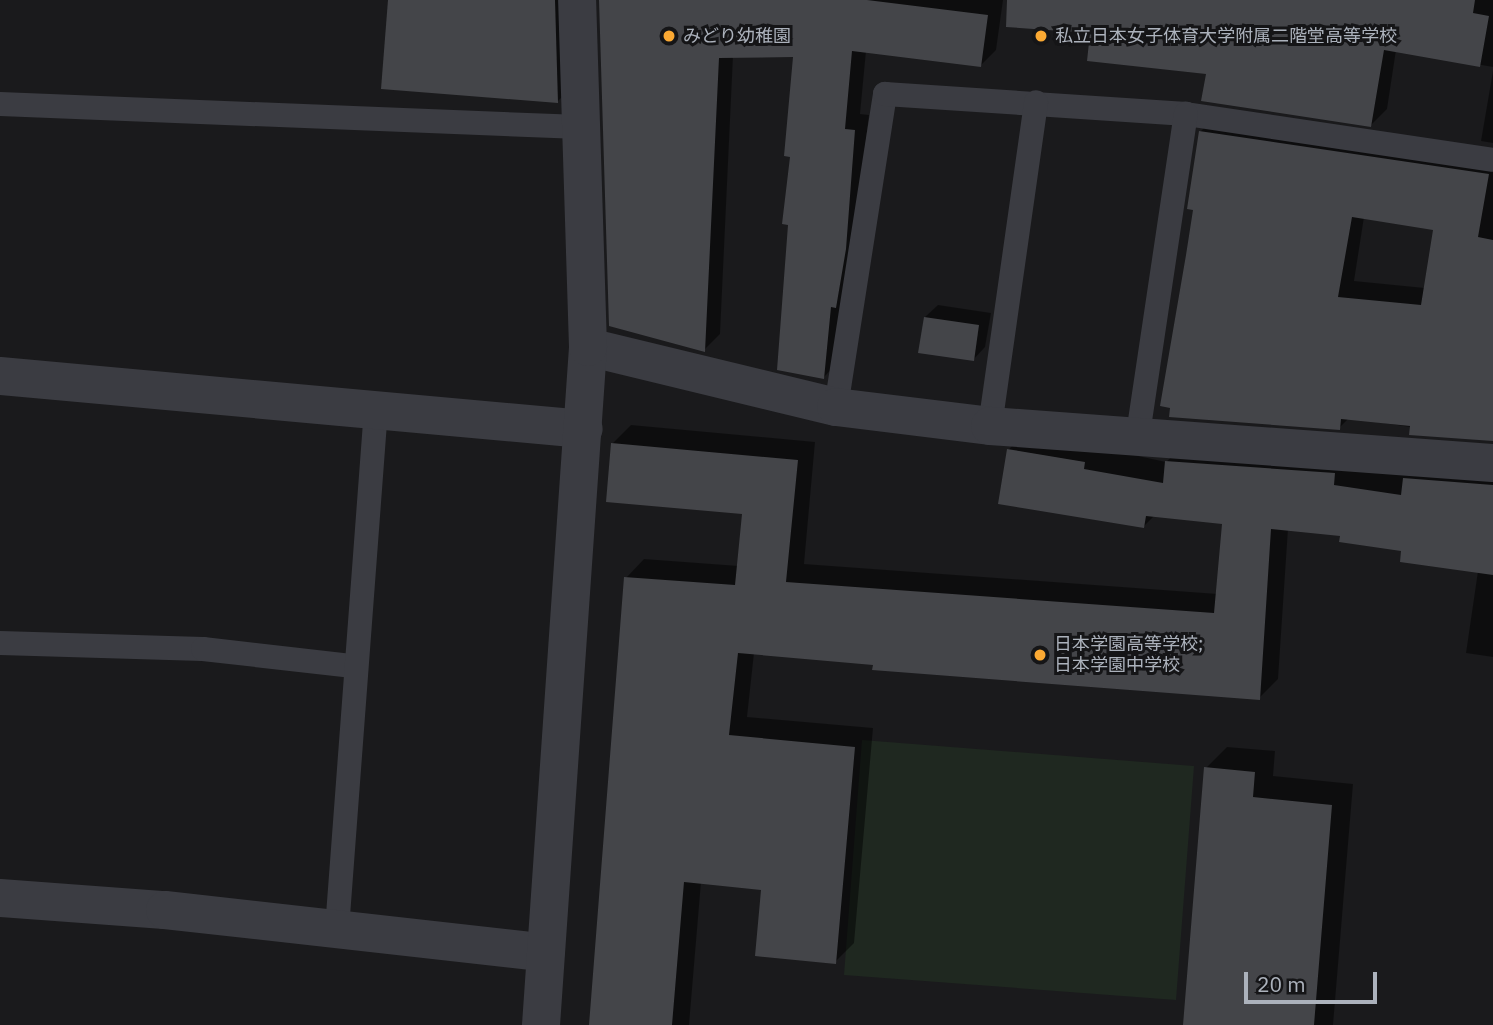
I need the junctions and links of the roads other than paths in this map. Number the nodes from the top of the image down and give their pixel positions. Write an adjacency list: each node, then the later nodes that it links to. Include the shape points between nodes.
1 (577, 0): 5 (street)
2 (1036, 102): 4 (lane); 9 (lane, via 885,94); 11 (lane)
3 (0, 104): 5 (lane)
4 (1186, 114): 6 (lane); 13 (lane)
5 (581, 127): 7 (street)
6 (1493, 160)
7 (588, 347): 9 (street); 12 (street)
8 (0, 376): 10 (street)
9 (836, 407): 11 (street)
10 (376, 409): 12 (street); 16 (lane)
11 (990, 426): 13 (street)
12 (584, 429): 19 (street)
13 (1138, 434): 14 (street)
14 (1493, 463)
15 (0, 643): 16 (lane, via 203,649)
16 (353, 666): 18 (lane)
17 (0, 898): 18 (street)
18 (337, 929): 19 (street)
19 (546, 953): 20 (street)
20 (541, 1025)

**ACTIVITY:**
The reply must hold each line of the records verbatim and no pictures.

**ANSWER BOX:**
I need the junctions and links of the roads other than paths in this map. Number the nodes from the top of the image down and give their pixel positions. Write an adjacency list: each node, then the later nodes that it links to. Include the shape points between nodes.
1 (577, 0): 5 (street)
2 (1036, 102): 4 (lane); 9 (lane, via 885,94); 11 (lane)
3 (0, 104): 5 (lane)
4 (1186, 114): 6 (lane); 13 (lane)
5 (581, 127): 7 (street)
6 (1493, 160)
7 (588, 347): 9 (street); 12 (street)
8 (0, 376): 10 (street)
9 (836, 407): 11 (street)
10 (376, 409): 12 (street); 16 (lane)
11 (990, 426): 13 (street)
12 (584, 429): 19 (street)
13 (1138, 434): 14 (street)
14 (1493, 463)
15 (0, 643): 16 (lane, via 203,649)
16 (353, 666): 18 (lane)
17 (0, 898): 18 (street)
18 (337, 929): 19 (street)
19 (546, 953): 20 (street)
20 (541, 1025)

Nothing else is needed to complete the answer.